Reviewed by Ro
TITLE: The Beauty of the Beast
AUTHOR: Gabbi Grey
PUBLISHER: Self Published
LENGTH: 312 pages
RELEASE DATE: May 15, 2024
BLURB:
Dean
All my life, I dreamed about making the long trip from Australia to Canada to study forestry amid the old-growth stands of the Pacific Northwest. Now here I am, living the dream. Of course, nothing’s perfect. The only housing I can find is renting a room from a grumpy, reclusive guy who doesn’t seem to want me around. I should keep out of his way and focus on my studies, but there’s something about him that keeps drawing me in. I feel less homesick when I’m with him, and maybe I can make a difference for more than just the trees.
Adam
Life as I knew it ended with my horrific accident ten years ago. There’s no point to my existence now, but I can’t seem to stop living, so I hide my battered carcass in my mountain home. There, I can wander from room to room and no one stares, no one laughs, no one even remembers I exist. Until I make the mistake of offering a stranded Aussie a room to rent. It should’ve been a simple favor—two men with our own spaces, ignoring each other. Instead, he’s always close by, and he won’t let me wallow, and what’s worse, I think I’m starting to like that. But there’s no way someone like me can have a future with someone like him. Right?
The Beauty of the Beast is a retelling of Beauty and the Beast, set in the wilds of British Columbia, where an Aussie forester a long way from home falls for the untouchable man he shouldn’t want. The novel has moderate angst, a feisty foreigner, and what happens when someone trusts again.
REVIEW:
This book was difficult for me to review, because I loved the first part and then sort of drifted through the rest. Adam is a former high-fashion model who ended up burned and scarred in a fire that took the life of his twin brother. In a tragic twist of fate, his parents both died in a fire on a yacht just months later. So he’s been alone as a recluse, living in a huge castle and not taking care of himself. His money is tied up in a trust that pays out once a year on his birthday so despite being wealthy, for a little bit he’s cash poor. It’s the only reason he agrees to allow Dean, an Australian in Canada for a six months for forestry management, to rent a room in his castle. Dean is relieved because he had a place to stay until the night he arrived, when his prospective landlady pulled the rug out. I admit, regardless of the reason, I was so pissed at her. Luckily, Dean had met Maddox and Ravi, a couple who live on Adam’s street, and Maddox is one of the few people who knows Adam.
Adam sets rules, boundaries, and schedules for sharing the house, and Dean is so respectful about following them. Except Adam himself deviates. It’s been a lonely ten years and he is drawn to Dean. Adam does have a type, burly, brawny gingers, and Dean checks all the boxes. But it’s more than that because Dean is kind, funny, and sweet.

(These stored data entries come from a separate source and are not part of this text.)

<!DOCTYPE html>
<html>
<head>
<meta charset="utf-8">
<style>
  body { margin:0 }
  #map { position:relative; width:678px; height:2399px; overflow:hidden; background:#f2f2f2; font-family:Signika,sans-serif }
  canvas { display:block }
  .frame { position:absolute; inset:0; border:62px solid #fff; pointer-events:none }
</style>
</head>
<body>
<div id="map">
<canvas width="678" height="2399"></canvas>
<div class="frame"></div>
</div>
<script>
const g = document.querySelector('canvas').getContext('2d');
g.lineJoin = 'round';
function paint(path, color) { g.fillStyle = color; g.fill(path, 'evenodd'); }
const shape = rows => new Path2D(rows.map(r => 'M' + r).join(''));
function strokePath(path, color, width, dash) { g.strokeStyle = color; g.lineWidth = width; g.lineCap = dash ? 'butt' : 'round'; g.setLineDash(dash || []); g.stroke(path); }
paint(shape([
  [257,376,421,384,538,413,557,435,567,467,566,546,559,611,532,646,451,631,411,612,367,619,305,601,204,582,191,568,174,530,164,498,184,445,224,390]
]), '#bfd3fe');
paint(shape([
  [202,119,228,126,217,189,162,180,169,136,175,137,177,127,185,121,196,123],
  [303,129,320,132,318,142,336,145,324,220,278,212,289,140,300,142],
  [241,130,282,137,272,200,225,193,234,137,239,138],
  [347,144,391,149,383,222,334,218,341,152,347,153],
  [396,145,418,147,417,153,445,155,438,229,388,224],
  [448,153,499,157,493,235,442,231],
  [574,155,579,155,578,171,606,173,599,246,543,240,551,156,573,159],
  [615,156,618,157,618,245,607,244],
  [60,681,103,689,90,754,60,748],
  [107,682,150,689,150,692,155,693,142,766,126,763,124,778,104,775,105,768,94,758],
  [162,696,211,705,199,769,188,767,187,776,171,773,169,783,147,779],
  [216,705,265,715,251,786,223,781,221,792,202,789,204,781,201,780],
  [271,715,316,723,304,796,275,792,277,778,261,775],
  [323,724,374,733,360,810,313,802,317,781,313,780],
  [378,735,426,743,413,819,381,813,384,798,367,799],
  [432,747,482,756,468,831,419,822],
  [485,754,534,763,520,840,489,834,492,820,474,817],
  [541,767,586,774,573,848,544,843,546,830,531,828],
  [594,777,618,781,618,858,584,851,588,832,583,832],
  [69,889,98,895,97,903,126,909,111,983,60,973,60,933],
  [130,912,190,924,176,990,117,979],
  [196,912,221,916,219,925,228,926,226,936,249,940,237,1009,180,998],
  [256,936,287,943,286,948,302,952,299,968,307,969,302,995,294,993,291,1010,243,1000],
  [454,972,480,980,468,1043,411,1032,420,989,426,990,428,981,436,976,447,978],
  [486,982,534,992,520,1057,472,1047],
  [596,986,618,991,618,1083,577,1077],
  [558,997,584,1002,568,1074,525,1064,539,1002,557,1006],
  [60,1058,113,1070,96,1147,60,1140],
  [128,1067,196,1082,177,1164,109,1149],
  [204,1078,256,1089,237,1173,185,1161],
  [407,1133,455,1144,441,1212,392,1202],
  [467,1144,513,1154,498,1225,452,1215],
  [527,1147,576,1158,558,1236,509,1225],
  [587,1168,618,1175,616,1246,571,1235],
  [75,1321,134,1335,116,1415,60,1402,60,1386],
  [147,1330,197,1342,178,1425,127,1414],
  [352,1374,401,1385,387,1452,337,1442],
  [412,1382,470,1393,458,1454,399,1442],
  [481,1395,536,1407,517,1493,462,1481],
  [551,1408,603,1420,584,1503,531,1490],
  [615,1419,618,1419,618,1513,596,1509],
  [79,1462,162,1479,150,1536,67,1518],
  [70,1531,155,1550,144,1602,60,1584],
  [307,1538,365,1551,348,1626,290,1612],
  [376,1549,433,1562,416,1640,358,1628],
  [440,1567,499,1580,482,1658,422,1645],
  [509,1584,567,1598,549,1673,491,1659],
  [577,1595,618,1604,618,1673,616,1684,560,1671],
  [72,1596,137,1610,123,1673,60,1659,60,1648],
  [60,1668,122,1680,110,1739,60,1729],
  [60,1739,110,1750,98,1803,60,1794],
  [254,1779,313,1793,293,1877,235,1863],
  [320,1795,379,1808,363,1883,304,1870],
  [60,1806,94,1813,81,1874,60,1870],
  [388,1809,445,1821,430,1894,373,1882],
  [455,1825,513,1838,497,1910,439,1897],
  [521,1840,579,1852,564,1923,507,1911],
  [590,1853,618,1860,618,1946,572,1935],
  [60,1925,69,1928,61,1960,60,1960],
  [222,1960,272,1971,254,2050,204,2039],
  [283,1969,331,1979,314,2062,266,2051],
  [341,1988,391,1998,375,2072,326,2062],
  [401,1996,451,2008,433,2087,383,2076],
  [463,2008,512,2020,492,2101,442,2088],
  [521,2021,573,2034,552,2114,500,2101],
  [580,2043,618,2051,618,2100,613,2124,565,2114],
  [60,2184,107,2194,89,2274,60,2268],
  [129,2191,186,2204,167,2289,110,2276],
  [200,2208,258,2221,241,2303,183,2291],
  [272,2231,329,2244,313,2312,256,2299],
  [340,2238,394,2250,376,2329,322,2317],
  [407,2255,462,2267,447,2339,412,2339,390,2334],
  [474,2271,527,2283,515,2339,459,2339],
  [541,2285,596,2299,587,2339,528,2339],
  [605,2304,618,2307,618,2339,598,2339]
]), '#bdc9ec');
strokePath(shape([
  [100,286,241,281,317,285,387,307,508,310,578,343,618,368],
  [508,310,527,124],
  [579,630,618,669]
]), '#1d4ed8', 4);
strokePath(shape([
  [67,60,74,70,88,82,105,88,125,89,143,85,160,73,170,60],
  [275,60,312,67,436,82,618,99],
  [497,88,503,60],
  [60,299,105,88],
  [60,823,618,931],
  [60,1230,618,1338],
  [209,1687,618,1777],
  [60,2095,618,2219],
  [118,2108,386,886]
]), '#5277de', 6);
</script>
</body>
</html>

The two begin a very cautious path to friendship, with conversations, dinners, and walks with Chip, Adam’s dog. I love that there is also a cat, Maurice, who Dean starts to think is imaginary because he never sees it, because that’s how one of my cats is if anyone is over. Adam is just existing because he has to take care of Chip.
“At one time, I traveled the world. Now, I never leave my property.” I pointed to my face. “I wasn’t always so hideous. Once upon a time, people didn’t turn in disgust. Children didn’t point. I didn’t hate myself.”
Adam believes the wrong twin died in the accident, which made my heart hurt for him. He also blames himself because he was drunk, so his brother was driving. The fact that it was a drunk driver who t-boned them and caused it all isn’t relevant to him.
With Dean’s support, Adam begins to pull himself together. He goes to counseling, starts seeing people, and maybe begins to care for himself a little more. “I want you to see how hard I’m trying…I want you to be proud of me.”
I loved that. However, the book starts to wander a little. I liked hearing about Dean’s job and his past. But we really don’t get Adam’s past. Yes, we are told his brother and parents died and he was burned. But there is no fill-in of the ten years in between. He mentions a few times the bad things he’s done and that he isn’t a good man, but there is no information as to what that means. What did he do? Why isn’t he good? Is it a blowback from the accident, or was there something else? Because it seems like it. I needed that to make the story fleshed out.